READING EXTERNAL DATA FILES IN SAS
PART 2 : Reading RAW data
Objective : This article aims at discussing
various ways of reading raw data in a SAS dataset in an objective manner which
is easy to understand for the user and also help the user understand when which
method is to be used.
Theory : We SAS programmers are so obsessed
to working with datasets that we generally ignore the fact that most of the
real world data is not in SAS datasets. The types of data storage include
legacy mainframe files, client/server RDBMS, and simple text files on computers.
While we want to use SAS to examine, analyze and display this data, SAS datasets
are . So we have to convert the data to SAS data sets from its native form.
POINTING
SAS TO THE EXTERNAL FILE :There are two ways to point SAS to external files:-
1) FILENAME
statements
2) INFILE
statements.
INFILE
Statement:
INFILE
statement is used to tell a DATA step from which file to read when an INPUT
statement is executed. If the argument after the keyword ‘INFILE’ is quoted,
the SAS Supervisor treats it as an actual external file name. Otherwise, the SAS
Supervisor assumes that it is a fileref. An INFILE statement should be used in
each data step reading an external file and must be executed before the input
statement. You can have more than one INFILE statement, which allows you to
read multiple files with a single DATA step.
If the
INFILE statement is absent from a DATA step, the INPUT statement will default
to INFILE CARDS.
When SAS
begins each iteration of a DATA step, it "forgets" from which file(s)
it had read. This means that you must be careful to execute an INFILE for each
DATA step that must reference an external file.
The syntax
of INFILE statement is:
INFILE
file-spec <options> <host options>;
file-spec
identifies the source of the data.file-spec may have 3 forms:
1) fileref :-
fileref assigned to the required external file. The fileref must be assigned before
the DATA step by using a FILENAME statement.
2) ‘external-file’
:- specifies the complete path and name of the required external file. This
form is equivalent to specifying the external file with a FILENAME statement.
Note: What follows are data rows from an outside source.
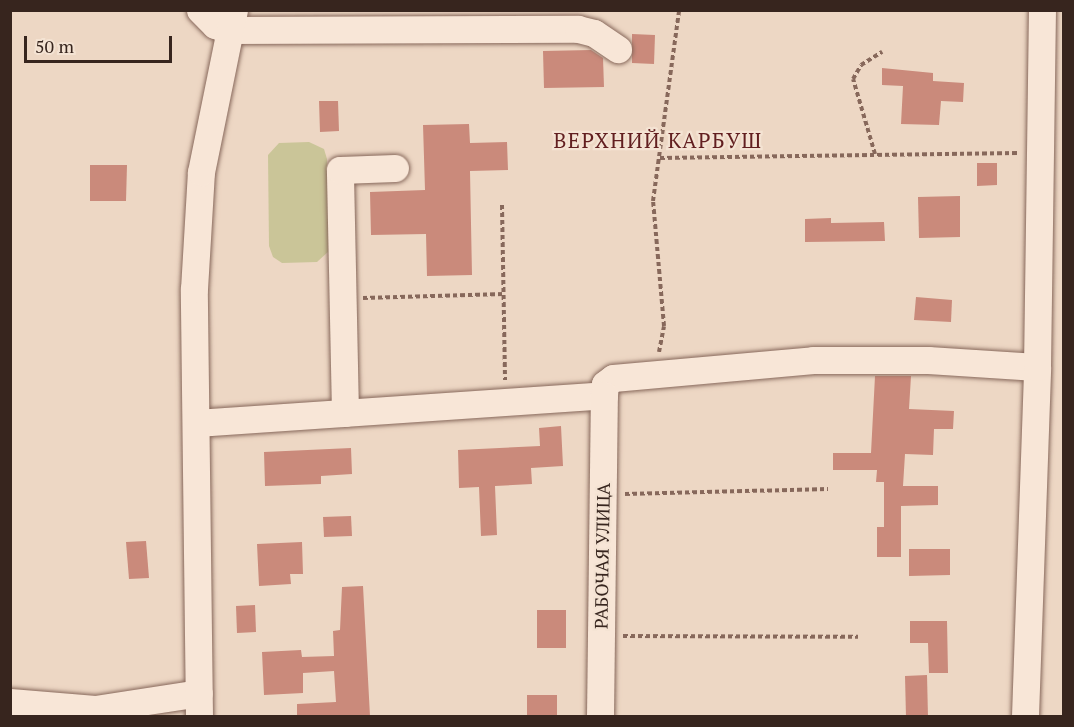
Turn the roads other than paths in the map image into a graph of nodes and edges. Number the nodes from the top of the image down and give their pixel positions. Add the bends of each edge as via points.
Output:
1 (200, 10) edge
2 (1042, 10) edge
3 (231, 20) edge
4 (618, 49) dead end
5 (395, 168) dead end
6 (1037, 367) junction
7 (604, 394) junction
8 (345, 413) junction
9 (196, 423) junction
10 (10, 702) edge
11 (199, 705) edge
12 (600, 717) edge
13 (1025, 717) edge

1 - 3 street via 215,25
2 - 6 street
3 - 4 street via 578,29 594,33
3 - 9 street via 201,172 194,289
5 - 8 street via 340,170
6 - 7 street via 928,360 813,360 613,378 605,384
6 - 13 street
7 - 8 street
7 - 12 street, РАБОЧАЯ УЛИЦА
8 - 9 street
9 - 11 street
10 - 11 street via 95,709

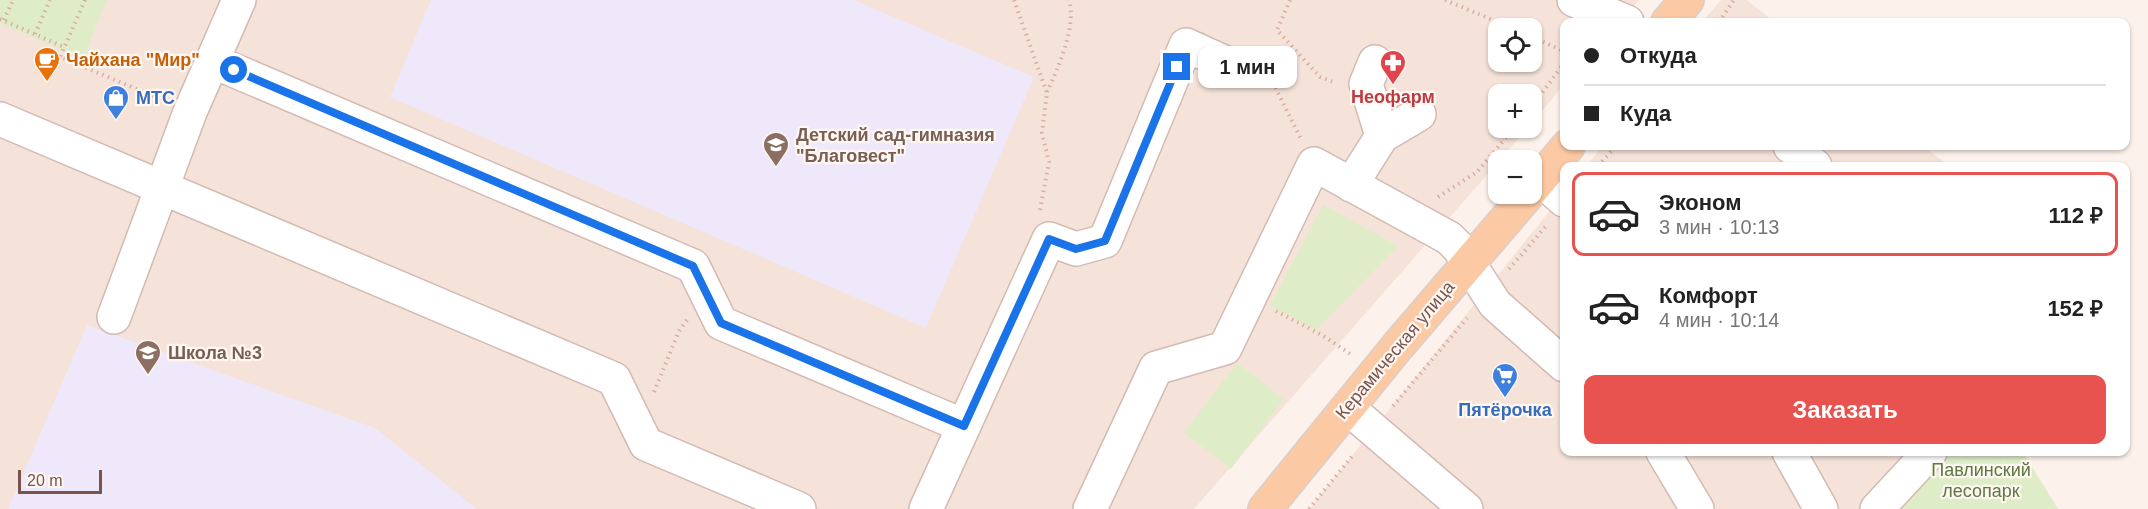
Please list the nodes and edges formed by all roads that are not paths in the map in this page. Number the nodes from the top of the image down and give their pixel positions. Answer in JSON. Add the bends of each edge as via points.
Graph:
{"nodes":[{"id":1,"x":239,"y":0,"type":"edge"},
{"id":2,"x":1574,"y":0,"type":"edge"},
{"id":3,"x":1686,"y":0,"type":"edge"},
{"id":4,"x":1617,"y":18,"type":"edge"},
{"id":5,"x":1671,"y":18,"type":"edge"},
{"id":6,"x":212,"y":61,"type":"junction"},
{"id":7,"x":1375,"y":62,"type":"dead end"},
{"id":8,"x":1239,"y":69,"type":"road end"},
{"id":9,"x":1419,"y":114,"type":"dead end"},
{"id":10,"x":0,"y":119,"type":"edge"},
{"id":11,"x":1382,"y":136,"type":"junction"},
{"id":12,"x":1565,"y":150,"type":"edge"},
{"id":13,"x":1795,"y":150,"type":"edge"},
{"id":14,"x":1810,"y":162,"type":"edge"},
{"id":15,"x":1542,"y":177,"type":"edge"},
{"id":16,"x":1351,"y":185,"type":"junction"},
{"id":17,"x":162,"y":188,"type":"junction"},
{"id":18,"x":1542,"y":196,"type":"edge"},
{"id":19,"x":1519,"y":204,"type":"edge"},
{"id":20,"x":1558,"y":210,"type":"edge"},
{"id":21,"x":1468,"y":263,"type":"junction"},
{"id":22,"x":114,"y":317,"type":"dead end"},
{"id":23,"x":1560,"y":361,"type":"edge"},
{"id":24,"x":1347,"y":408,"type":"junction"},
{"id":25,"x":964,"y":426,"type":"junction"},
{"id":26,"x":1665,"y":456,"type":"edge"},
{"id":27,"x":1791,"y":456,"type":"edge"},
{"id":28,"x":1926,"y":456,"type":"edge"},
{"id":29,"x":799,"y":509,"type":"edge"},
{"id":30,"x":927,"y":509,"type":"edge"},
{"id":31,"x":1090,"y":509,"type":"edge"},
{"id":32,"x":1265,"y":509,"type":"edge"},
{"id":33,"x":1466,"y":509,"type":"edge"},
{"id":34,"x":1697,"y":509,"type":"edge"},
{"id":35,"x":1821,"y":509,"type":"edge"},
{"id":36,"x":1877,"y":509,"type":"edge"}],
"edges":[{"from":1,"to":6,"type":"street"},
{"from":2,"to":4,"type":"street"},
{"from":3,"to":5,"type":"main road"},
{"from":6,"to":17,"type":"street"},
{"from":6,"to":25,"type":"street","via":[[693,266],[721,323]]},
{"from":7,"to":11,"type":"street","via":[[1366,84]]},
{"from":8,"to":25,"type":"street","via":[[1186,45],[1105,241],[1076,249],[1049,239]]},
{"from":9,"to":11,"type":"street"},
{"from":10,"to":17,"type":"street"},
{"from":11,"to":16,"type":"street"},
{"from":12,"to":15,"type":"main road","name":"Керамическая улица"},
{"from":13,"to":14,"type":"street"},
{"from":16,"to":21,"type":"street","via":[[1449,238]]},
{"from":16,"to":31,"type":"street","via":[[1314,164],[1225,348],[1156,368]]},
{"from":17,"to":22,"type":"street"},
{"from":17,"to":29,"type":"street","via":[[614,379],[646,444]]},
{"from":18,"to":20,"type":"street"},
{"from":19,"to":21,"type":"main road","name":"Керамическая улица"},
{"from":21,"to":23,"type":"street","via":[[1487,295]]},
{"from":21,"to":24,"type":"main road","name":"Керамическая улица"},
{"from":24,"to":32,"type":"main road","name":"Керамическая улица"},
{"from":24,"to":33,"type":"street"},
{"from":25,"to":30,"type":"street"},
{"from":26,"to":34,"type":"street"},
{"from":27,"to":35,"type":"street"},
{"from":28,"to":36,"type":"street"}]}
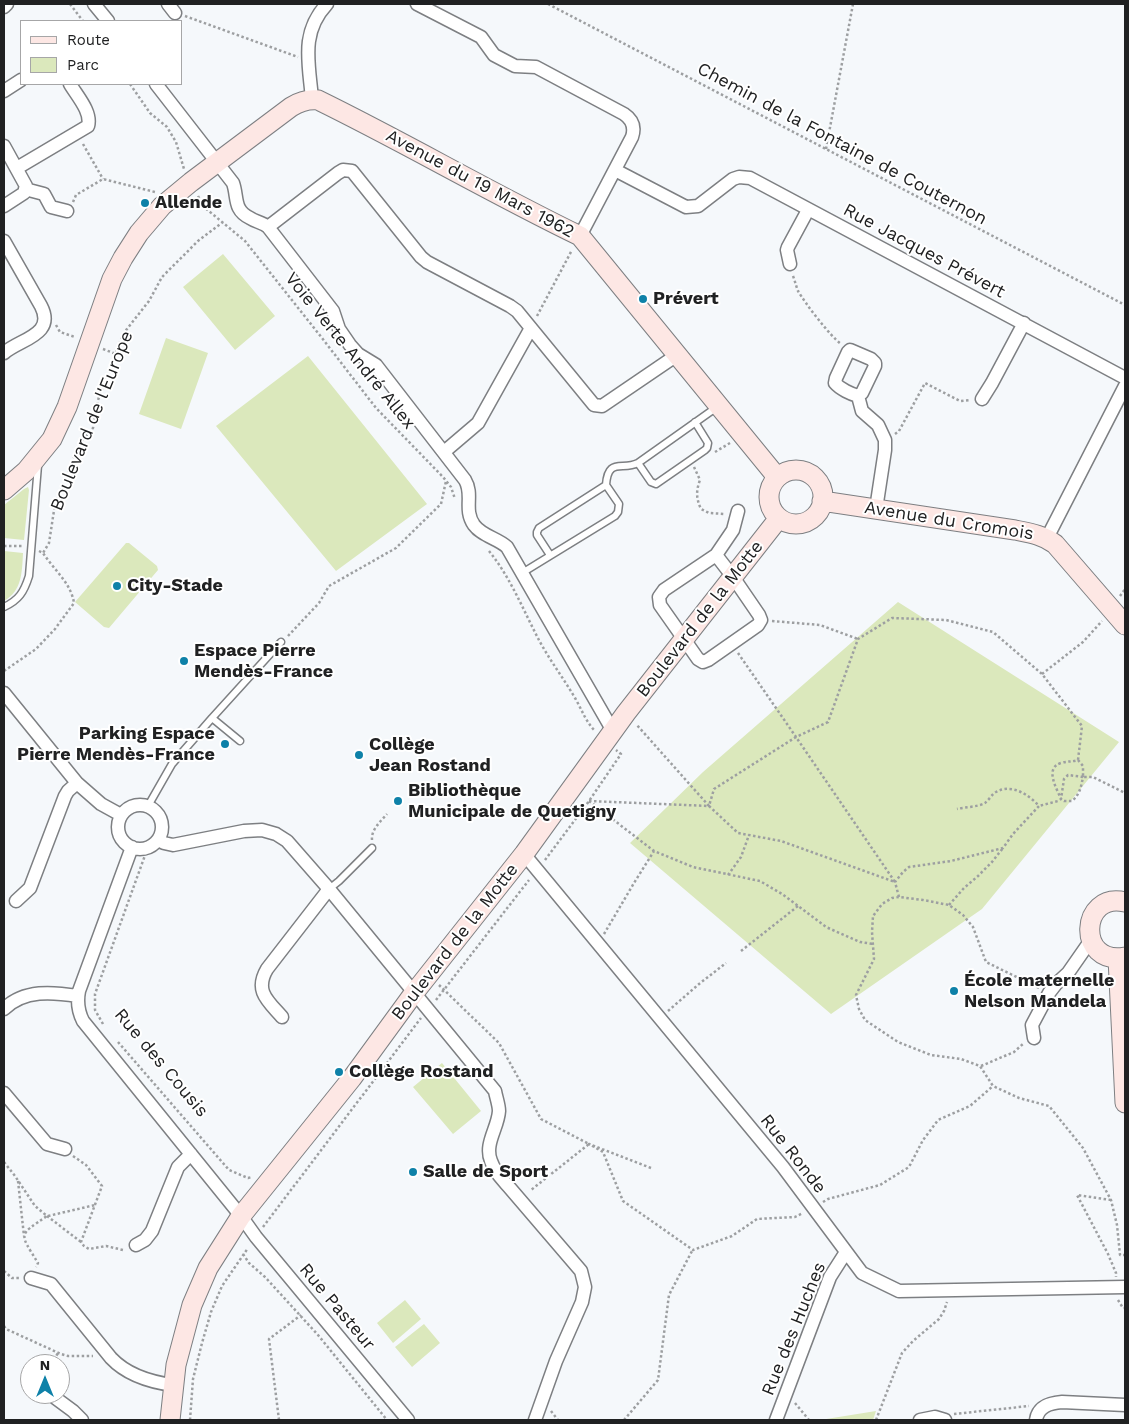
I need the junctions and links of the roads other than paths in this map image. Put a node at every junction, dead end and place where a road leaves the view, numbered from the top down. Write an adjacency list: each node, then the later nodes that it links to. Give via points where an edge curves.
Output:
1 (7, 4): 5 (street)
2 (94, 4): 6 (street)
3 (328, 4): 11 (street, via 318,14 309,40)
4 (417, 4): 15 (street, via 482,37 494,55 515,66 536,67 628,117 634,131)
5 (4, 7)
6 (107, 20)
7 (20, 81): 10 (street)
8 (71, 85): 14 (street, via 86,111 88,126)
9 (157, 85): 13 (street)
10 (4, 90)
11 (312, 100): 13 (street, via 290,107); 21 (street, Avenue du 19 Mars 1962, via 365,123)
12 (4, 146): 14 (street)
13 (218, 163): 20 (street, via 233,183 240,209 249,218); 35 (street, Boulevard de l'Europe, via 162,206 123,258 112,279 67,406 52,439)
14 (17, 168): 16 (street)
15 (615, 170): 18 (street, Rue Jacques Prévert, via 686,207 698,206 733,179 750,178); 21 (street)
16 (25, 189): 17 (street); 19 (street, via 44,194 52,207)
17 (4, 206)
18 (808, 210): 23 (street, via 788,247); 24 (street, Rue Jacques Prévert)
19 (67, 211)
20 (268, 227): 25 (street, via 338,173 352,171 421,257 510,306); 34 (street, via 333,312 350,345 376,365)
21 (580, 236): 27 (street, Avenue du 19 Mars 1962)
22 (4, 241): 26 (street, via 45,318 40,331)
23 (790, 264)
24 (1024, 323): 28 (street, Rue Jacques Prévert); 31 (street)
25 (531, 328): 27 (street, via 591,402 598,406); 34 (street, via 478,424)
26 (4, 353)
27 (677, 355): 32 (street, Avenue du 19 Mars 1962)
28 (1125, 378)
29 (1125, 386): 44 (street)
30 (858, 396): 30 (street, via 835,382 850,350 875,363); 41 (street, via 862,411 878,425 885,440)
31 (982, 399)
32 (718, 406): 33 (lane); 37 (street, Avenue du 19 Mars 1962)
33 (695, 422): 36 (lane); 36 (lane, via 708,443 705,450 656,484)
34 (444, 452): 47 (street, via 468,485 468,512 475,526 505,545)
35 (39, 456): 39 (street, Boulevard de l'Europe); 49 (lane, via 29,576 26,588 16,600)
36 (638, 463): 38 (lane, via 612,468)
37 (777, 477): 40 (street, via 791,470 808,473 821,486); 43 (street, via 768,494)
38 (606, 485): 45 (lane, via 537,530); 45 (lane, via 619,504 615,516)
39 (4, 490)
40 (822, 501): 41 (street, Avenue du Cromois); 43 (street, via 820,510 808,521 792,524)
41 (876, 509): 44 (street, Avenue du Cromois, via 1034,533)
42 (734, 514): 46 (street, via 733,530)
43 (778, 518): 48 (street, Boulevard de la Motte)
44 (1047, 538): 50 (street, Avenue du Cromois)
45 (550, 555): 47 (lane)
46 (716, 555): 48 (street); 51 (street, via 660,594 660,605)
47 (522, 573): 55 (street)
48 (733, 577): 51 (street, Boulevard de la Motte); 51 (street, via 759,615 758,625 706,662 698,659)
49 (4, 607)
50 (1125, 625)
51 (684, 640): 55 (street, Boulevard de la Motte)
52 (282, 642): 54 (lane)
53 (4, 693): 57 (street)
54 (212, 718): 56 (lane); 58 (lane, via 172,764)
55 (610, 737): 63 (street, Boulevard de la Motte)
56 (240, 741)
57 (77, 783): 59 (street, via 101,804); 65 (street, via 65,796 30,888)
58 (148, 806): 59 (street, via 136,805); 60 (street, via 157,812 163,827)
59 (121, 815): 61 (street, via 118,832 121,839)
60 (153, 843): 61 (street, via 139,849); 64 (street, via 173,845 262,830 287,841)
61 (132, 847): 70 (street)
62 (372, 848): 64 (lane)
63 (524, 854): 69 (street, Boulevard de la Motte); 80 (street, Rue Ronde, via 782,1167)
64 (328, 889): 69 (street); 72 (street, via 261,978 264,996)
65 (16, 900)
66 (1125, 902): 67 (street, via 1110,902 1095,912 1090,921)
67 (1091, 940): 68 (street, via 1102,953); 73 (street, via 1049,993 1032,1025)
68 (1122, 958): 75 (street)
69 (414, 993): 78 (street, Boulevard de la Motte, via 352,1078); 90 (street, via 494,1091 499,1110 489,1147 490,1160 499,1175 581,1271 584,1279 582,1302)
70 (78, 996): 71 (street, via 37,993 14,1000); 77 (street, Rue des Cousis, via 78,1009 83,1021)
71 (4, 1009)
72 (282, 1017)
73 (1034, 1038)
74 (4, 1093): 76 (street, via 47,1144)
75 (1125, 1103)
76 (65, 1150)
77 (191, 1154): 78 (street, Rue des Cousis); 79 (street, via 178,1167 152,1231)
78 (241, 1216): 83 (street, Boulevard de la Motte, via 208,1268 192,1305 180,1344); 89 (street, Rue Pasteur)
79 (136, 1245)
80 (846, 1252): 82 (street, Rue Ronde, via 862,1273 899,1291); 91 (street, Rue des Huches, via 830,1277)
81 (31, 1278): 83 (street, via 52,1284 122,1368)
82 (1121, 1287)
83 (173, 1386): 88 (street, Boulevard de la Motte)
84 (64, 1404): 87 (street)
85 (1125, 1404): 93 (street, via 1062,1402 1045,1406)
86 (943, 1418): 92 (street)
87 (82, 1420)
88 (170, 1420)
89 (408, 1420)
90 (535, 1420)
91 (776, 1420)
92 (920, 1420)
93 (1036, 1420)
3) CARDS or DATALINES :- indicate that the data immediately follows the CARDS or DATALINES statement at the end of the data step.
options
specify SAS options to control reading the file or to provide information about
the file.
FILENAME
Statement:
This
statement creates a file reference that links a physical file with the SAS
system. The FILENAME statement should be executed within a SAS session prior to
the DATA step in which the fileref is used.
The syntax
of the FILENAME statement is:
FILENAME
fileref <device-type> ‘external-name’ <host-options>;
fileref is
any valid SAS name.
With Device-type
you can read and write data from
devices rather than files
’external-name’
is the name of the file on the host system. The quotes are required. Some of
the values are CATALOG, DDE, EMAIL. DISK is the default device type.
host-options
specify operating system specific options.
INPUT
STATEMENT BASICS:
The INPUT statement as we have seen in my previous post is used to tell SAS
how to read the file. When an INPUT statement is executed, it reads from the file
pointed to by the most recently executed INFILE statement, if the data step has
more than one INFILE statements.
Variable
Lengths:
In
my last post I discussed about various input methods like list, column,
formatted, named. When
deciding which method of input to use the length of required variables is an
important consideration. SAS determines the length of a variable based on how
it is referenced in the program, subject to certain defaults. Numeric variables
(including dates) and character variables read by list or named input default
to 8 bytes. Character variables read by formatted input or format modified list
input are set to the length as specified by the informat. Character variables
read by column input are set to the number of columns being read.
We can set
the desired lengths of variables using LENGTH and ATTRIB statements which must
be given before the INPUT statement.
Input
Pointer Controls:
Though I have
already discussed these in my previous post but it is required for the
completion of topic.
SAS has two
pointer controls, the column pointer and
the line pointer, We can change
these pointers to reread data, change the order in which data fields are read,
or handle logical records that are defined by multiple physical records. Use of
these pointer controls provide a lot of flexibility to the input statement.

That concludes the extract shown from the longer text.